Task —
Copy whichever lines of the data hold the word "main".

Study material —
»»

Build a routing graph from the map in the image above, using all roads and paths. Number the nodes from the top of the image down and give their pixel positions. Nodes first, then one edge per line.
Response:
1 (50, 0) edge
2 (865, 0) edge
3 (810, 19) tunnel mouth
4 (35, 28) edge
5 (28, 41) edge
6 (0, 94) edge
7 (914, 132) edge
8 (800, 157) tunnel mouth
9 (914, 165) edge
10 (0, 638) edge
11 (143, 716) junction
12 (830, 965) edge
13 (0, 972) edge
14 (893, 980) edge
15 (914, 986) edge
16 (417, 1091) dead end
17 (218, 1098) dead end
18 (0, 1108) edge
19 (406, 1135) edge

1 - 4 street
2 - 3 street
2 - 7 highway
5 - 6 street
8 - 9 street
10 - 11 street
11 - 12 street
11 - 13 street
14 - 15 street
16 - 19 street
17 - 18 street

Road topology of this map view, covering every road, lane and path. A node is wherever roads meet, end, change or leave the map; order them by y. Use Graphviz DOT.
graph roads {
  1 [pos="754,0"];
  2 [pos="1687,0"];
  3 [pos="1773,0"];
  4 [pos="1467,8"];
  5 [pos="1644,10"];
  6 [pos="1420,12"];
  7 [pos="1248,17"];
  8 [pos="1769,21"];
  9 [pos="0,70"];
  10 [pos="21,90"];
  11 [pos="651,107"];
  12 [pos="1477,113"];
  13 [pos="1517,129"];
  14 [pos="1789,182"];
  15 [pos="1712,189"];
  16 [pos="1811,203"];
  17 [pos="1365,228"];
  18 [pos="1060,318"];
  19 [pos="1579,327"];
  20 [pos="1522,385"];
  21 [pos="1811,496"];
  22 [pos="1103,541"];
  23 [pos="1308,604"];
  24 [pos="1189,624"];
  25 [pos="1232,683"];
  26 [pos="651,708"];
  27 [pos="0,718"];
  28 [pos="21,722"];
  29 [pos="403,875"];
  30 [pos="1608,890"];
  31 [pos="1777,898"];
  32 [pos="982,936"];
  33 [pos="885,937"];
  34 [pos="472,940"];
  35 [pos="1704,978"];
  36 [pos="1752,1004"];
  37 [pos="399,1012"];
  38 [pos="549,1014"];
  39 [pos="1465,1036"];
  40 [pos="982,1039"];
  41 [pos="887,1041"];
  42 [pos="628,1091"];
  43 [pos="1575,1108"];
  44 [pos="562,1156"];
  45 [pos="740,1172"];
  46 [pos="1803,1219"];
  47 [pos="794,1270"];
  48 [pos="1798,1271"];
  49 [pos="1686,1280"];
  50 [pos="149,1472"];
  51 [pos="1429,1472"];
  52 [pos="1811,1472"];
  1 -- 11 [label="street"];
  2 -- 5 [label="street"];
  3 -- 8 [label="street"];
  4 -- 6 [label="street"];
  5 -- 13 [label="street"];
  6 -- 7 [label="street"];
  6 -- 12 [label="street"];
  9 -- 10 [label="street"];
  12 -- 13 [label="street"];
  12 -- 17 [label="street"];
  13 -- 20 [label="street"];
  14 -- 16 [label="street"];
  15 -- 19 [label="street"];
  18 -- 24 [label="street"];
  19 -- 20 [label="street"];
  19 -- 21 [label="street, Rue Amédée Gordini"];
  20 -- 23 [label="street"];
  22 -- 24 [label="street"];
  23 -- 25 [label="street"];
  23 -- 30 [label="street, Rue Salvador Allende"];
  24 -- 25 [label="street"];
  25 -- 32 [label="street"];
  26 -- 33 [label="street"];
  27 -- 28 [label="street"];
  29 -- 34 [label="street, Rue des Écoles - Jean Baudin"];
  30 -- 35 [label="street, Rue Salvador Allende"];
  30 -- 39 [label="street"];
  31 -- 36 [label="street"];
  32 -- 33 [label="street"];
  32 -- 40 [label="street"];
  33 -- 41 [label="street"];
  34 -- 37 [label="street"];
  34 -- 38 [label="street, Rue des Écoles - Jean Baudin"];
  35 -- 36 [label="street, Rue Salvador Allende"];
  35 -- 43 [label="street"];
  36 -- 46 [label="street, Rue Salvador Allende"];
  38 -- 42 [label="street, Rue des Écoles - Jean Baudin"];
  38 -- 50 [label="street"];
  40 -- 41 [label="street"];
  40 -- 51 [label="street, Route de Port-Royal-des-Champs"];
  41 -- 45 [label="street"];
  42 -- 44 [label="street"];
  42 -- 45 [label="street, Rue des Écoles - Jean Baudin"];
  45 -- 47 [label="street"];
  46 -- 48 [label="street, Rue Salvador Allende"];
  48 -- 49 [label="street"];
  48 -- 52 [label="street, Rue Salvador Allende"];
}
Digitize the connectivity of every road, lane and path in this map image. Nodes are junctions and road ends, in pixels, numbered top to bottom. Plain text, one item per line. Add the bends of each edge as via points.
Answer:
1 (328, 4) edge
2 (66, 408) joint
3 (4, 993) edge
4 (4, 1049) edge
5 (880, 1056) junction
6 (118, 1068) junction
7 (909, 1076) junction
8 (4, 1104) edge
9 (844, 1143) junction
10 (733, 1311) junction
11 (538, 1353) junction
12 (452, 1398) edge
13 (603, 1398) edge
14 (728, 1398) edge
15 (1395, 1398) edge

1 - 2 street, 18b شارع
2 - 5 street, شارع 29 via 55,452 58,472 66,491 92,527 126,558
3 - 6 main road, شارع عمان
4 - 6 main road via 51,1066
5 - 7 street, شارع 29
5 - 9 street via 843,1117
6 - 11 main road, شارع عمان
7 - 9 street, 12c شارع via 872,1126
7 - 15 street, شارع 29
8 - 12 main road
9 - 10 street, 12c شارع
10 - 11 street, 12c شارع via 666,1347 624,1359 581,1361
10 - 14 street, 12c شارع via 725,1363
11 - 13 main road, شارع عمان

««

Completed task —
3 - 6 main road, شارع عمان
4 - 6 main road via 51,1066
6 - 11 main road, شارع عمان
8 - 12 main road
11 - 13 main road, شارع عمان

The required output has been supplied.